The BCM Blog
Thoughts on Making Media Work Better
Video used in the training of employees is all the rage now. And, it should be. Video with sound is an effective training tool when done right. A few companies make good use of the tool and bother to approach the task with the seriousness required. Too many trust the job to the kid in the mail room, who has a Go-Pro or a phone cam. Here are five mistakes companies and their video training producers make that leave them open to all manner of problems, not the least of which are legal issues that arise from some of these errors.
No Script – I can honestly say I have never shot a training video without first writing a script and getting everyone involved, including legal, to check off on it. Without an approved script you’re flying blind. Production costs are higher because of missed shots, retakes, extra shooting time, and pure unadulterated screw ups. You would not try to build a new office building without first doing a set of plans, why do it with a training video. The video is just as important as that office space.
Missing The Target Audience – Too many training videos totally miss the audience for which they are intended. Script and Production decisions are, many times, made according to the likes and dislikes of an executive or team in charge. In reality, other than brand adherence and production values, the content and direction of a training piece needs to be tailored to the people who will watch it. Sometimes it is a good idea to engage some individuals who are in the target audience to find an effective way to communicate with them.
Using Employees and Executives as Actors – If an executive is delivering a message to the trainee, by all means use him or her. But using exec’s and employees as actors harms the credibility of the production. Training video “customers” need to be people who come from outside the family circle. I have shot my
share of “employee actors” at the request of clients, and believe me when I say it almost never works.
Using Unlicensed Material – Way too many in-house productions use current unlicensed popular music (as well as pictures gleaned from the Internet) in their videos. That is wrong on more than one point. First using copyrighted material without paying royalties is wrong, it is illegal, it is stealing. Let me put it this way, you would not like it if someone ripped off your trademarked logo and used it as their own.
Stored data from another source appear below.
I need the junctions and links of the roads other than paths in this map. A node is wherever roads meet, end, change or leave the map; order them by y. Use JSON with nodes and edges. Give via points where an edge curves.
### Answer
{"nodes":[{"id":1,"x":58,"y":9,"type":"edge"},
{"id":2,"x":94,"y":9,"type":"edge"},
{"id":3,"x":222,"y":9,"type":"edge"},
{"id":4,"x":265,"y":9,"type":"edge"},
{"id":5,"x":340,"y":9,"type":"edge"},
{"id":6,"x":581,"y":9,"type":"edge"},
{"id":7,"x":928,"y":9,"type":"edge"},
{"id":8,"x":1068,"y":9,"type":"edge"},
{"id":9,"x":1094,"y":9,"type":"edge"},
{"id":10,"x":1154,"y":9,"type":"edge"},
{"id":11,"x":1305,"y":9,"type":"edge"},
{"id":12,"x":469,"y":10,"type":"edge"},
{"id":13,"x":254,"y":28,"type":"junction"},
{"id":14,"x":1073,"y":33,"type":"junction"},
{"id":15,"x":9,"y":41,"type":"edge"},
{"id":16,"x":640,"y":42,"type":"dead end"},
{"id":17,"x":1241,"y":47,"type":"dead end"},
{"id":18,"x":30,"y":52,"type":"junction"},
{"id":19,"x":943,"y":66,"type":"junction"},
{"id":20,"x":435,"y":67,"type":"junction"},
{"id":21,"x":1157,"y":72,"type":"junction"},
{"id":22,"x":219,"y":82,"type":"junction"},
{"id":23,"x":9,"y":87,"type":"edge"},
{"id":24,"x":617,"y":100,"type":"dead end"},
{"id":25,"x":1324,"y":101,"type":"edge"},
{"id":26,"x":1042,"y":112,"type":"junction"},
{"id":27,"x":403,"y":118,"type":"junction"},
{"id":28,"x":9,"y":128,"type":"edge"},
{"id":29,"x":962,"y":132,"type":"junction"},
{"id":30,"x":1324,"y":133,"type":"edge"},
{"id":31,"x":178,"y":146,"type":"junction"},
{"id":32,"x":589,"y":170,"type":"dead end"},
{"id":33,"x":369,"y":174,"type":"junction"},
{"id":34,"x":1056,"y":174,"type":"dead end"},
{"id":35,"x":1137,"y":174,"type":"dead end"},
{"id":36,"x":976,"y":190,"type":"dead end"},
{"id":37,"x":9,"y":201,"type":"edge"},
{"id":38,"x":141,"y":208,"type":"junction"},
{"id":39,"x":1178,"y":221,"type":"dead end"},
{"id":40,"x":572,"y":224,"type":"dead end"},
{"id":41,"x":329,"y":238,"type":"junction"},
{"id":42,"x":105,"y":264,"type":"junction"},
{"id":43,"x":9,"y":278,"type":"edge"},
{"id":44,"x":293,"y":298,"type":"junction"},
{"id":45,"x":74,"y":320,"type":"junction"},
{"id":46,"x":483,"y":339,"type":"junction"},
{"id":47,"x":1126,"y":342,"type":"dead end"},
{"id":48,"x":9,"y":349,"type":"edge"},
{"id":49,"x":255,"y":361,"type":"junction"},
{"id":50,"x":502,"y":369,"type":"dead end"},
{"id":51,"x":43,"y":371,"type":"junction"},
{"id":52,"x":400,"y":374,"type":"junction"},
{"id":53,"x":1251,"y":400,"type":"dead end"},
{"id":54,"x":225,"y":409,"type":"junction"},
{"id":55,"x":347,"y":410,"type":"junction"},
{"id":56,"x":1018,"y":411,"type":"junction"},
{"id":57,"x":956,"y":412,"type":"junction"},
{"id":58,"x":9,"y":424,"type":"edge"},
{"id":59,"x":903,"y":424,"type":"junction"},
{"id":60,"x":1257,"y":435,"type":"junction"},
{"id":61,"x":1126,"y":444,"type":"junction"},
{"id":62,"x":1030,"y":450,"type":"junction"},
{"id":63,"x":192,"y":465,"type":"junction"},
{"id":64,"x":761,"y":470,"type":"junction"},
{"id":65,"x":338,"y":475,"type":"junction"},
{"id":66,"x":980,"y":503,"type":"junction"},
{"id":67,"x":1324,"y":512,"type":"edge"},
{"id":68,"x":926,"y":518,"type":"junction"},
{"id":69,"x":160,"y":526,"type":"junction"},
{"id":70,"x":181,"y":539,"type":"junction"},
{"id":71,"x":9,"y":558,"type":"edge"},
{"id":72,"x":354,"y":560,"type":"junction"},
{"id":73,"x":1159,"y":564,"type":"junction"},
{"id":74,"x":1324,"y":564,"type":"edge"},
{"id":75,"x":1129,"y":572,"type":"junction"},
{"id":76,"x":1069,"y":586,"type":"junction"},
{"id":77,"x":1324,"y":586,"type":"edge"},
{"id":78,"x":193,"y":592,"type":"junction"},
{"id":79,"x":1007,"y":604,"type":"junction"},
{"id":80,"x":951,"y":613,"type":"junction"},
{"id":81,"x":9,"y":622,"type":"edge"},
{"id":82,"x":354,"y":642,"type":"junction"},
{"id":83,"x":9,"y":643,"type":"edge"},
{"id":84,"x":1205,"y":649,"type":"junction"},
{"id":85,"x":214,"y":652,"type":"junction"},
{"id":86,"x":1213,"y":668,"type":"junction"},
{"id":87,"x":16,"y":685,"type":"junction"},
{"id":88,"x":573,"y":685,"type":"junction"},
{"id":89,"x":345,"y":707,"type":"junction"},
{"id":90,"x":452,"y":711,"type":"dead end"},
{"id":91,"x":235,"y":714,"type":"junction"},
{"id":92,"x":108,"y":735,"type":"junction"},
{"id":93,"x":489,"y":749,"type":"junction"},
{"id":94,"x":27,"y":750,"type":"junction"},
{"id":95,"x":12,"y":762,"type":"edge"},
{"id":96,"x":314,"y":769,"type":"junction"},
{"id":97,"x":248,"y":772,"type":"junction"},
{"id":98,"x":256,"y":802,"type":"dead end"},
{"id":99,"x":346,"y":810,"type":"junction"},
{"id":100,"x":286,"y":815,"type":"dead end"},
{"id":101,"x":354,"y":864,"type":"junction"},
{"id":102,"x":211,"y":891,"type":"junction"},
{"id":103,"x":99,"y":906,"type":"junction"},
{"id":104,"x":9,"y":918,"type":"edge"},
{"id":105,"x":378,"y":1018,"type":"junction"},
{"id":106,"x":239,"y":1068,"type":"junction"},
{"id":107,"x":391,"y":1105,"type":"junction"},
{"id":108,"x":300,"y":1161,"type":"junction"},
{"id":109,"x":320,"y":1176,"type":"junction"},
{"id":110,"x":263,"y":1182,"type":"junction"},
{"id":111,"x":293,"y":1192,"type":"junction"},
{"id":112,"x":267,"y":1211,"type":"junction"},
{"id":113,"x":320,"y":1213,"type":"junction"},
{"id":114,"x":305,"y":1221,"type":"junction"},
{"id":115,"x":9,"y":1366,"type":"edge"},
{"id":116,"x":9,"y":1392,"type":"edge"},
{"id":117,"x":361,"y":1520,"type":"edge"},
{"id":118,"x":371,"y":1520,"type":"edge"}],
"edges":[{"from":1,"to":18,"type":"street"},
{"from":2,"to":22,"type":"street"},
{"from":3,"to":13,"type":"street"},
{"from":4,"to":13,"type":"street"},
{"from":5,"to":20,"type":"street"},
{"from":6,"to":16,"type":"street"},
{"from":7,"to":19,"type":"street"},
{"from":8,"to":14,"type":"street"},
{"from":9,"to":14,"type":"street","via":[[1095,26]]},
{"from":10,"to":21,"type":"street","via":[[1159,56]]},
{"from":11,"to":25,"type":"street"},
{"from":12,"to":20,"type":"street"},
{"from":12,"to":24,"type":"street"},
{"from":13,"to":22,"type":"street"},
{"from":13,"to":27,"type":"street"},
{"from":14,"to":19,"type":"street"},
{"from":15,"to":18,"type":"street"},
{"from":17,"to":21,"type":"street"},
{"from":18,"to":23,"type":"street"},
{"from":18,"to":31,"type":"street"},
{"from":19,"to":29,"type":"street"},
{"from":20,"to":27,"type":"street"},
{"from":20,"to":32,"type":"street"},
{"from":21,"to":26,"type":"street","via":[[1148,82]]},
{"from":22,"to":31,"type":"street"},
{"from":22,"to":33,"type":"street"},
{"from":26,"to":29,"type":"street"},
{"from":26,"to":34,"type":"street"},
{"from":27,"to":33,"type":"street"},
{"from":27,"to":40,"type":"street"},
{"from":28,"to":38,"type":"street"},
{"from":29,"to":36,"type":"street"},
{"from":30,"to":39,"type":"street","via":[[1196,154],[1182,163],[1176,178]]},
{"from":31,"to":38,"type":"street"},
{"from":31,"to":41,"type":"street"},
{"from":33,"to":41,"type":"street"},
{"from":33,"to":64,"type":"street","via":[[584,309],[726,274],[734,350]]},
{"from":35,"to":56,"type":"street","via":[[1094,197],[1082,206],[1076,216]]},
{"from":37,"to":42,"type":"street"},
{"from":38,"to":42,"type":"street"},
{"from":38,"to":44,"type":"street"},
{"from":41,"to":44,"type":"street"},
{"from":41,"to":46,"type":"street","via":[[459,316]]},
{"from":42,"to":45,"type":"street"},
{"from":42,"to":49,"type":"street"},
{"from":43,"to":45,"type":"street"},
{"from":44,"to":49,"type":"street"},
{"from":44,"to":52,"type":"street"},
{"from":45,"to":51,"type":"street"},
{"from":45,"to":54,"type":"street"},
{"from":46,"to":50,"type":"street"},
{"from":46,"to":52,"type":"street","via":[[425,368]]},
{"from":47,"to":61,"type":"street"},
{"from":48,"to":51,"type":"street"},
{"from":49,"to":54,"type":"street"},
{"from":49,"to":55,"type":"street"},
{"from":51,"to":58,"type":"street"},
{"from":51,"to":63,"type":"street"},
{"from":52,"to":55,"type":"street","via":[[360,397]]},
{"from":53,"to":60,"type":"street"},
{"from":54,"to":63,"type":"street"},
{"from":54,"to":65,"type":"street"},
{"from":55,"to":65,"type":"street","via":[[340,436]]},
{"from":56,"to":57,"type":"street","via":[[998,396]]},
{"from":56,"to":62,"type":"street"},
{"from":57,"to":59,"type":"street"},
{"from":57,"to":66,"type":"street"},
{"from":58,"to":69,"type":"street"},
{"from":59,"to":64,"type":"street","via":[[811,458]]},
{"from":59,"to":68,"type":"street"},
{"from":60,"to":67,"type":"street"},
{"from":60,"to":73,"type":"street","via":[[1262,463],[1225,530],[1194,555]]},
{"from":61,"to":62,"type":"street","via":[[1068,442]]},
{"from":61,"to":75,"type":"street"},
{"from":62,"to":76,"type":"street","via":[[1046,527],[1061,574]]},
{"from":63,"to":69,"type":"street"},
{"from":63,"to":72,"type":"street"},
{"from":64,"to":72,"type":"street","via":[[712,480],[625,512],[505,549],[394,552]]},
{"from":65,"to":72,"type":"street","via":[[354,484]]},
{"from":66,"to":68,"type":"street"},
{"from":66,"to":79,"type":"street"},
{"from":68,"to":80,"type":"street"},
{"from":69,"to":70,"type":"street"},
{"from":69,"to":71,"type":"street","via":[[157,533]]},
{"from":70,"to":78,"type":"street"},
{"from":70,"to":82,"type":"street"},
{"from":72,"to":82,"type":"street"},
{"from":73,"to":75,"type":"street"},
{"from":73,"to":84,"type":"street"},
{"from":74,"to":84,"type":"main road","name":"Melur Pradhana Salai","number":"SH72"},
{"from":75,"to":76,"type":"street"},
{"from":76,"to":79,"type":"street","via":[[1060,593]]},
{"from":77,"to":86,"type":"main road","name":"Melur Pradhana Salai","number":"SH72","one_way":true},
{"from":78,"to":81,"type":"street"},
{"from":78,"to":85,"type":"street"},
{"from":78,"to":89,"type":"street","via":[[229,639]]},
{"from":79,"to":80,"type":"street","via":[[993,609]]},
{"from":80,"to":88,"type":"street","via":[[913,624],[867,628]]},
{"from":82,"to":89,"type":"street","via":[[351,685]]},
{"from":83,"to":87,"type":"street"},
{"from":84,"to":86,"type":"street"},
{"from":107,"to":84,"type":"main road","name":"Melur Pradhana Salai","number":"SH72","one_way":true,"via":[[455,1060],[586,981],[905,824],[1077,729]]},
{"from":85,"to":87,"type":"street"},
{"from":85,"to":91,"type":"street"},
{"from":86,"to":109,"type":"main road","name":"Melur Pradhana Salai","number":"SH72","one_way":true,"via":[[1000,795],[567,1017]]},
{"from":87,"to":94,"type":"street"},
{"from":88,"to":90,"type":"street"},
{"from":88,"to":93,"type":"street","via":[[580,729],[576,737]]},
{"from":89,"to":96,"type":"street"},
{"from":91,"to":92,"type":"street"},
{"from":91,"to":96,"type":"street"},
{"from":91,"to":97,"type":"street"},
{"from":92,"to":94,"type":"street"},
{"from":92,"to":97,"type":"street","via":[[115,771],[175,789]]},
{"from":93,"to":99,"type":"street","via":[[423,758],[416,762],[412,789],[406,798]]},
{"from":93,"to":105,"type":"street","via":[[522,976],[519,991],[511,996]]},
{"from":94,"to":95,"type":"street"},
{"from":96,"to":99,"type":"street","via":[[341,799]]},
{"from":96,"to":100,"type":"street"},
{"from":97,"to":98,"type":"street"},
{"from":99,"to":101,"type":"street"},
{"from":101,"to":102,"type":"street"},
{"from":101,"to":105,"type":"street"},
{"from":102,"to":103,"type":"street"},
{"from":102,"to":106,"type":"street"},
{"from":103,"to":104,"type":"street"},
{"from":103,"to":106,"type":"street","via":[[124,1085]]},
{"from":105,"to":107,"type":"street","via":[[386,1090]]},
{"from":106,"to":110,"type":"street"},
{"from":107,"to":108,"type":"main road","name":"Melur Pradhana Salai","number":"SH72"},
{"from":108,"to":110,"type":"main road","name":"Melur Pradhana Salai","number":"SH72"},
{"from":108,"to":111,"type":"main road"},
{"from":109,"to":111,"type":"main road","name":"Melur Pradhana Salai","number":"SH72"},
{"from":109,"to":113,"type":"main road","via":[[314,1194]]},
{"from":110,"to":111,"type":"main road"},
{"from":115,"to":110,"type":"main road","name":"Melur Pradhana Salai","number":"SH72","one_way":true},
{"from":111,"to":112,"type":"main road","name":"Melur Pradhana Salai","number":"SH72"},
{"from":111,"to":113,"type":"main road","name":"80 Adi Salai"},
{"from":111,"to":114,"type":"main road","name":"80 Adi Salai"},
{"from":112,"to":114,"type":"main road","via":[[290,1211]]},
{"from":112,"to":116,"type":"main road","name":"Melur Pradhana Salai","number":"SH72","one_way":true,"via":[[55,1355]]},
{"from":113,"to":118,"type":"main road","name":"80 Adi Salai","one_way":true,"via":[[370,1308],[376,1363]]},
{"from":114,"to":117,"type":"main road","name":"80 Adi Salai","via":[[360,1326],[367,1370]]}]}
You would probably sue. Some artist wrote and produced that music and it belongs to them. There are too many in our industry who don’t honor that trust. I had a corporate legal executive tell me it wasn’t an issue because there was little chance of getting caught. But that is not the point. Is robbery still a crime even if you don’t get caught? If you do get caught, the numbers can add up pretty quickly. ( See www.ascap.org ).
There is another reason not to use current popular music: It blocks the effectiveness of the message by distracting the viewer. If the viewer likes the song, they will remember it, but not the message of the video.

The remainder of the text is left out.